If a line of the listing contains the string "Mizushi", return that line.

***** Exercise input *****

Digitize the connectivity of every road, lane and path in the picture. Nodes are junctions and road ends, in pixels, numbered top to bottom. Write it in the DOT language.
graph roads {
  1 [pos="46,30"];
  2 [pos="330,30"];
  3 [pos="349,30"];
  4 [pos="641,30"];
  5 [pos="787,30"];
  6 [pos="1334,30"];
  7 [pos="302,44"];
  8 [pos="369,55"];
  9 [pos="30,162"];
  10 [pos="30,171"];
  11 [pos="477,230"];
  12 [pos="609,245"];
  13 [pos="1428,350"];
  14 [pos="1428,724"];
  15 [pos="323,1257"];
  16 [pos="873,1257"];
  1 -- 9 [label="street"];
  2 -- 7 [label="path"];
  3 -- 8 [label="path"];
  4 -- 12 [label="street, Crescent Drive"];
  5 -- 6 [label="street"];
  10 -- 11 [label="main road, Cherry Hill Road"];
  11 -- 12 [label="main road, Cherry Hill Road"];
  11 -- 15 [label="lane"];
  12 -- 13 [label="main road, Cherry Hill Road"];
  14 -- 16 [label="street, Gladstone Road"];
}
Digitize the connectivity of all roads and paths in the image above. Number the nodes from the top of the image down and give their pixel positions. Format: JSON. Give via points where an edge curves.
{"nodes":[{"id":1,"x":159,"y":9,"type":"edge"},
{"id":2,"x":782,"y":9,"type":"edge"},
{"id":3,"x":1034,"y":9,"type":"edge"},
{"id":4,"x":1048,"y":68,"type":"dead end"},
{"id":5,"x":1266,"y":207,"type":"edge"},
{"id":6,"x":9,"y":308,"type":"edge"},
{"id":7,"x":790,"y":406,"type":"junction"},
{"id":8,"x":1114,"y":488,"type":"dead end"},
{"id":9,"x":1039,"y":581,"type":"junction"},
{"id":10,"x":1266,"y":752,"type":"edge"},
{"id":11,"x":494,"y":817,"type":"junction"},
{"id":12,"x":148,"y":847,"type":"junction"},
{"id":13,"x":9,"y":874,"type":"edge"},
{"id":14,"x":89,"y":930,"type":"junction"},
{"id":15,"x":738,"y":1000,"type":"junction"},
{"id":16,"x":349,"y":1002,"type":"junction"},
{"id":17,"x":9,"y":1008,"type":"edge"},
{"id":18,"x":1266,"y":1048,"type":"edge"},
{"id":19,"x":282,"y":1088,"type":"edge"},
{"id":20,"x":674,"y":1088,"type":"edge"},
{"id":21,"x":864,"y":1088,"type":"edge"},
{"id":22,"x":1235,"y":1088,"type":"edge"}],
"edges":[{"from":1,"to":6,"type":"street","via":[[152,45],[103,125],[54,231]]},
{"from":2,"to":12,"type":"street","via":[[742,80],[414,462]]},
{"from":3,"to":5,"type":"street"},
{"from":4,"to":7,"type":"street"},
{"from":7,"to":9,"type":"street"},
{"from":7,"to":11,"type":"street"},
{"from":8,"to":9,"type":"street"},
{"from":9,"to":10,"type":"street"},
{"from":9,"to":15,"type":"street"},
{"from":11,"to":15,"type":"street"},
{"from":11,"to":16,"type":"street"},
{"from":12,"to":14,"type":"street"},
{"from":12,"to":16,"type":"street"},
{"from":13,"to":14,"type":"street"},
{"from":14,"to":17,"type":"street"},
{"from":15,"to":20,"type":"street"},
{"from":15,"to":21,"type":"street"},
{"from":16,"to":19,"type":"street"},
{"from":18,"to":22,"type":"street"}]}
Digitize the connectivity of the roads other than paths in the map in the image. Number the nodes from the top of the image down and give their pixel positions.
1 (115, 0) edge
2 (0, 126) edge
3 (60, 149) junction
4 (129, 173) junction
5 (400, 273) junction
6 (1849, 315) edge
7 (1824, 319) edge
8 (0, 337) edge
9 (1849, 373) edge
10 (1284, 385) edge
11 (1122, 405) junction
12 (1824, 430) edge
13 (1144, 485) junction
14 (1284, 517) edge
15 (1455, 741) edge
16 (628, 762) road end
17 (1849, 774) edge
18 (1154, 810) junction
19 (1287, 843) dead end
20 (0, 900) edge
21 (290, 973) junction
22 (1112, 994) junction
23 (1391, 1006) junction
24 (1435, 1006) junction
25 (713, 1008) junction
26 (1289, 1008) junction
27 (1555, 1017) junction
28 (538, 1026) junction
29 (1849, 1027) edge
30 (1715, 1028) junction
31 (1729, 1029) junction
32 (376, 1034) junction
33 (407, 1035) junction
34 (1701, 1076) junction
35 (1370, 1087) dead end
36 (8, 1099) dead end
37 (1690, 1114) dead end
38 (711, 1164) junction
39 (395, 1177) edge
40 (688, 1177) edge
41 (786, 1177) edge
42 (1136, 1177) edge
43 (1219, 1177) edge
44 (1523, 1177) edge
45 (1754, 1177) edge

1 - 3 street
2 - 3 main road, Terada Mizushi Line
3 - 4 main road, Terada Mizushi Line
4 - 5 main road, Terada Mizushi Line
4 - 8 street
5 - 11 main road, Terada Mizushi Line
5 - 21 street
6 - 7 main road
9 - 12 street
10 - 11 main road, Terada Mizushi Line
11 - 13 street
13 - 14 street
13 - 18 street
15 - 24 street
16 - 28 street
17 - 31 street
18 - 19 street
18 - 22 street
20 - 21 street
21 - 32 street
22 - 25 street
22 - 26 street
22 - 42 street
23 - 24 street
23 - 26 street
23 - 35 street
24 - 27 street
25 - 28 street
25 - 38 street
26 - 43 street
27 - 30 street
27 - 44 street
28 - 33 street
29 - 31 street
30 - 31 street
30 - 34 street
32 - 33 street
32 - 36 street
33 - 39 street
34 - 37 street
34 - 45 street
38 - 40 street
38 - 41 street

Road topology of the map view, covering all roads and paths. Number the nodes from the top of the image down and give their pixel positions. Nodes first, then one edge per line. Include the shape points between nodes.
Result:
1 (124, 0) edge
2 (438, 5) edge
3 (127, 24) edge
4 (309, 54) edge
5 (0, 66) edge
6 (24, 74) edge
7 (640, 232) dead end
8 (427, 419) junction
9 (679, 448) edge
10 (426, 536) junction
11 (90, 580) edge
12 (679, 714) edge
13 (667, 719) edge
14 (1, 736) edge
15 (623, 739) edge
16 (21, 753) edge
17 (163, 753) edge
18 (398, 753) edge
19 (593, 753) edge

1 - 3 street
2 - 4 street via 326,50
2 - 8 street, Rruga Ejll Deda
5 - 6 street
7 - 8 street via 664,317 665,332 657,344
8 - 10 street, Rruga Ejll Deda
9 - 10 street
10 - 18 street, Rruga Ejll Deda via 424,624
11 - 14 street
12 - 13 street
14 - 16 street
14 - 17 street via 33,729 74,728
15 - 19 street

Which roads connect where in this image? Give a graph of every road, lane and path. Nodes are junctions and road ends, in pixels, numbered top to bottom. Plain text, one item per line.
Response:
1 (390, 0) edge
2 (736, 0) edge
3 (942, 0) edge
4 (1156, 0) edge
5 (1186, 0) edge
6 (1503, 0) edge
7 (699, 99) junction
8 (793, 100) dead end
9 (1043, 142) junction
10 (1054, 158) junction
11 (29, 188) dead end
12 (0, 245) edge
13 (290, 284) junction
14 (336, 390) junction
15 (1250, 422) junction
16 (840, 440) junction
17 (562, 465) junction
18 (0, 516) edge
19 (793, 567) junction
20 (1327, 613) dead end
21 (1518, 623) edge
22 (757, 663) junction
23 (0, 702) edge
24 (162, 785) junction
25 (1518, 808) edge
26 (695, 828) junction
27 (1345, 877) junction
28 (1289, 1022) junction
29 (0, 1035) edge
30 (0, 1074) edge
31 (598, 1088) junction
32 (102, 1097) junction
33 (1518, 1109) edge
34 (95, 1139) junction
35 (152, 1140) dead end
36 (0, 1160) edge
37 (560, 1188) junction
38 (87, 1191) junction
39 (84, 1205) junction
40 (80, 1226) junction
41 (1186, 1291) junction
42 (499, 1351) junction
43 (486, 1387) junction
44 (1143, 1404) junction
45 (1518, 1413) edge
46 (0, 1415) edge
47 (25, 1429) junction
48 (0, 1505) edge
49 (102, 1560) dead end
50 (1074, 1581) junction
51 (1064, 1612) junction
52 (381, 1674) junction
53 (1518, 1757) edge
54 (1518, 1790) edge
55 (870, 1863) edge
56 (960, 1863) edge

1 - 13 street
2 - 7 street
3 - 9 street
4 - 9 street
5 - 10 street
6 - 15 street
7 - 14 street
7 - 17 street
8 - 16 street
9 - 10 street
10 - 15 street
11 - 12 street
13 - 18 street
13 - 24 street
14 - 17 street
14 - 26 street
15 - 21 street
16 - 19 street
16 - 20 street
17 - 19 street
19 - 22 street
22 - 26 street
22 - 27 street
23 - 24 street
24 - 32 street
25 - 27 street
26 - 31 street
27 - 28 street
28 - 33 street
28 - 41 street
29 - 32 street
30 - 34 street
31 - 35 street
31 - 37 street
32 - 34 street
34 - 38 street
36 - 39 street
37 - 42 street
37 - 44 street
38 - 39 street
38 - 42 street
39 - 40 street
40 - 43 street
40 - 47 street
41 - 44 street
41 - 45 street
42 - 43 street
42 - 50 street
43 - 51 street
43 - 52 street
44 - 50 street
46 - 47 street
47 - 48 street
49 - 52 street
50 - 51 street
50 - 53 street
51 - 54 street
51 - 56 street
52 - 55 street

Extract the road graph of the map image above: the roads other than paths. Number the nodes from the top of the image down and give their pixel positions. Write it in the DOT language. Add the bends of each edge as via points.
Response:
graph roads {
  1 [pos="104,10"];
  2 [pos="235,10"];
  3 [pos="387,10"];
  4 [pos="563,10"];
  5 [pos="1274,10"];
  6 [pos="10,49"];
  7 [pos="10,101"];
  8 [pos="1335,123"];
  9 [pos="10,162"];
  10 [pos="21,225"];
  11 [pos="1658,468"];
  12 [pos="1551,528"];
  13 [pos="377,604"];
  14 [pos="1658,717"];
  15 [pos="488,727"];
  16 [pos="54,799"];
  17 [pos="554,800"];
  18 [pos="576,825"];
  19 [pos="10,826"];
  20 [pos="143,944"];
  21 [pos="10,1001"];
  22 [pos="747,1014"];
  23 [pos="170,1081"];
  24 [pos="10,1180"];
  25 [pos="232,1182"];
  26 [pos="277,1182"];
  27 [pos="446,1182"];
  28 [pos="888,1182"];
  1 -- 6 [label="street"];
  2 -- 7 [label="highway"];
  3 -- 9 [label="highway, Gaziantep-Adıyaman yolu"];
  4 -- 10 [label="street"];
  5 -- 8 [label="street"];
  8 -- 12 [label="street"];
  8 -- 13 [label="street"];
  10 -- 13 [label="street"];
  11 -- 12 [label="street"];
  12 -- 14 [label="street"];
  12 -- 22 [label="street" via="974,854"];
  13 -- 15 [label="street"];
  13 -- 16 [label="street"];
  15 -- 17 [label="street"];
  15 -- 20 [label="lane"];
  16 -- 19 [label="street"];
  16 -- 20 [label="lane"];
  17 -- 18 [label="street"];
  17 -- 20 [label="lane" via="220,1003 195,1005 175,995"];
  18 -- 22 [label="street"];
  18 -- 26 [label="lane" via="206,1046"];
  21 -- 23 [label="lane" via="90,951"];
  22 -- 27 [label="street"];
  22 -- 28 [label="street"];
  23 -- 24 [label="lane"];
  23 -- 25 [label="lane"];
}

*****

● **Reply**
2 - 3 main road, Terada Mizushi Line
3 - 4 main road, Terada Mizushi Line
4 - 5 main road, Terada Mizushi Line
5 - 11 main road, Terada Mizushi Line
10 - 11 main road, Terada Mizushi Line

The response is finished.